## Task requirements
Keeping pictures out of the copy, restate each record word for word.

## Dataset
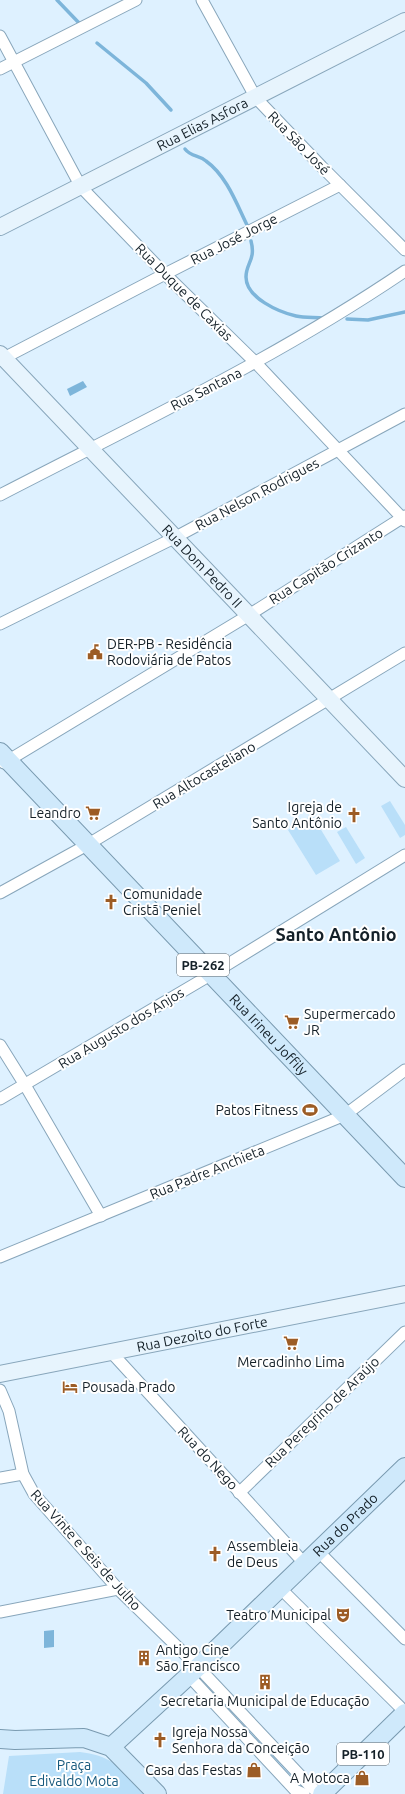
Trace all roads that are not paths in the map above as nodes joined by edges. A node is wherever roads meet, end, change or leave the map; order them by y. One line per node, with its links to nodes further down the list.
1 (136, 0): 5 (street)
2 (202, 0): 7 (street, Rua São José)
3 (405, 21): 7 (street, Rua Elias Asfora)
4 (0, 36): 5 (street, Rua Duque de Caxias)
5 (13, 62): 6 (street); 9 (street, Rua Duque de Caxias)
6 (0, 69)
7 (256, 98): 8 (street, Rua São José); 9 (street, Rua Elias Asfora)
8 (340, 185): 11 (street, Rua São José); 13 (street, Rua José Jorge)
9 (80, 187): 10 (street, Rua Elias Asfora); 13 (street, Rua Duque de Caxias)
10 (0, 227)
11 (405, 250)
12 (405, 271): 15 (street, Rua Santana)
13 (164, 274): 14 (street, Rua José Jorge); 15 (street, Rua Duque de Caxias)
14 (1, 357): 17 (street, Rua Dom Pedro II)
15 (256, 363): 17 (street, Rua Santana); 18 (street, Rua Duque de Caxias)
16 (405, 414): 18 (street, Rua Nelson Rodrigues)
17 (91, 448): 19 (street, Rua Santana); 21 (street, Rua Dom Pedro II)
18 (339, 451): 20 (street, Rua Duque de Caxias); 21 (street, Rua Nelson Rodrigues)
19 (0, 495)
20 (404, 518): 22 (street, Rua Capitão Crizanto)
21 (174, 538): 22 (street, Rua Dom Pedro II); 23 (street, Rua Nelson Rodrigues)
22 (249, 615): 25 (street, Rua Dom Pedro II); 26 (street, Rua Capitão Crizanto)
23 (0, 624)
24 (405, 653): 25 (street, Rua Altocasteliano)
25 (329, 699): 27 (street, Rua Dom Pedro II); 28 (street, Rua Altocasteliano)
26 (3, 759): 28 (main road, Rua Irineu Joffily / PB-262)
27 (405, 779)
28 (87, 845): 30 (street, Rua Altocasteliano); 31 (main road, Rua Irineu Joffily / PB-262)
29 (405, 855): 31 (street, Rua Augusto dos Anjos)
30 (0, 893)
31 (212, 974): 34 (street, Rua Augusto dos Anjos); 36 (main road, Rua Irineu Joffily / PB-262)
32 (0, 1045): 34 (street)
33 (405, 1070): 36 (street, Rua Padre Anchieta)
34 (25, 1085): 35 (street, Rua Augusto dos Anjos); 38 (street)
35 (0, 1099)
36 (345, 1115): 37 (main road, Rua Irineu Joffily / PB-262); 38 (street, Rua Padre Anchieta)
37 (405, 1178)
38 (101, 1216): 39 (street, Rua Padre Anchieta)
39 (0, 1257)
40 (405, 1294): 42 (street, Rua Dezoito do Forte)
41 (405, 1332): 48 (street, Rua Peregrino de Araújo)
42 (110, 1352): 43 (street, Rua Dezoito do Forte); 48 (street, Rua do Nego)
43 (0, 1374)
44 (0, 1390): 46 (street, Rua Vinte e Seis de Julho)
45 (405, 1467): 49 (main road, Rua do Prado)
46 (23, 1474): 47 (street); 52 (street, Rua Vinte e Seis de Julho)
47 (0, 1478)
48 (239, 1492): 50 (street, Rua do Nego)
49 (318, 1551): 50 (main road, Rua do Prado); 54 (street)
50 (305, 1564): 51 (main road, Rua do Prado)
51 (280, 1588): 55 (main road, Rua do Prado); 56 (street)
52 (118, 1589): 53 (street); 55 (street, Rua Vinte e Seis de Julho)
53 (0, 1612)
54 (405, 1639)
55 (193, 1671): 58 (main road, Rua do Prado); 60 (street); 61 (street)
56 (405, 1712): 61 (main road, PB-110)
57 (0, 1739): 58 (main road)
58 (111, 1747): 59 (main road)
59 (157, 1794)
60 (304, 1794)
61 (321, 1794)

## Result
Trace all roads that are not paths in the map above as nodes joined by edges. A node is wherever roads meet, end, change or leave the map; order them by y. One line per node, with its links to nodes further down the list.
1 (136, 0): 5 (street)
2 (202, 0): 7 (street, Rua São José)
3 (405, 21): 7 (street, Rua Elias Asfora)
4 (0, 36): 5 (street, Rua Duque de Caxias)
5 (13, 62): 6 (street); 9 (street, Rua Duque de Caxias)
6 (0, 69)
7 (256, 98): 8 (street, Rua São José); 9 (street, Rua Elias Asfora)
8 (340, 185): 11 (street, Rua São José); 13 (street, Rua José Jorge)
9 (80, 187): 10 (street, Rua Elias Asfora); 13 (street, Rua Duque de Caxias)
10 (0, 227)
11 (405, 250)
12 (405, 271): 15 (street, Rua Santana)
13 (164, 274): 14 (street, Rua José Jorge); 15 (street, Rua Duque de Caxias)
14 (1, 357): 17 (street, Rua Dom Pedro II)
15 (256, 363): 17 (street, Rua Santana); 18 (street, Rua Duque de Caxias)
16 (405, 414): 18 (street, Rua Nelson Rodrigues)
17 (91, 448): 19 (street, Rua Santana); 21 (street, Rua Dom Pedro II)
18 (339, 451): 20 (street, Rua Duque de Caxias); 21 (street, Rua Nelson Rodrigues)
19 (0, 495)
20 (404, 518): 22 (street, Rua Capitão Crizanto)
21 (174, 538): 22 (street, Rua Dom Pedro II); 23 (street, Rua Nelson Rodrigues)
22 (249, 615): 25 (street, Rua Dom Pedro II); 26 (street, Rua Capitão Crizanto)
23 (0, 624)
24 (405, 653): 25 (street, Rua Altocasteliano)
25 (329, 699): 27 (street, Rua Dom Pedro II); 28 (street, Rua Altocasteliano)
26 (3, 759): 28 (main road, Rua Irineu Joffily / PB-262)
27 (405, 779)
28 (87, 845): 30 (street, Rua Altocasteliano); 31 (main road, Rua Irineu Joffily / PB-262)
29 (405, 855): 31 (street, Rua Augusto dos Anjos)
30 (0, 893)
31 (212, 974): 34 (street, Rua Augusto dos Anjos); 36 (main road, Rua Irineu Joffily / PB-262)
32 (0, 1045): 34 (street)
33 (405, 1070): 36 (street, Rua Padre Anchieta)
34 (25, 1085): 35 (street, Rua Augusto dos Anjos); 38 (street)
35 (0, 1099)
36 (345, 1115): 37 (main road, Rua Irineu Joffily / PB-262); 38 (street, Rua Padre Anchieta)
37 (405, 1178)
38 (101, 1216): 39 (street, Rua Padre Anchieta)
39 (0, 1257)
40 (405, 1294): 42 (street, Rua Dezoito do Forte)
41 (405, 1332): 48 (street, Rua Peregrino de Araújo)
42 (110, 1352): 43 (street, Rua Dezoito do Forte); 48 (street, Rua do Nego)
43 (0, 1374)
44 (0, 1390): 46 (street, Rua Vinte e Seis de Julho)
45 (405, 1467): 49 (main road, Rua do Prado)
46 (23, 1474): 47 (street); 52 (street, Rua Vinte e Seis de Julho)
47 (0, 1478)
48 (239, 1492): 50 (street, Rua do Nego)
49 (318, 1551): 50 (main road, Rua do Prado); 54 (street)
50 (305, 1564): 51 (main road, Rua do Prado)
51 (280, 1588): 55 (main road, Rua do Prado); 56 (street)
52 (118, 1589): 53 (street); 55 (street, Rua Vinte e Seis de Julho)
53 (0, 1612)
54 (405, 1639)
55 (193, 1671): 58 (main road, Rua do Prado); 60 (street); 61 (street)
56 (405, 1712): 61 (main road, PB-110)
57 (0, 1739): 58 (main road)
58 (111, 1747): 59 (main road)
59 (157, 1794)
60 (304, 1794)
61 (321, 1794)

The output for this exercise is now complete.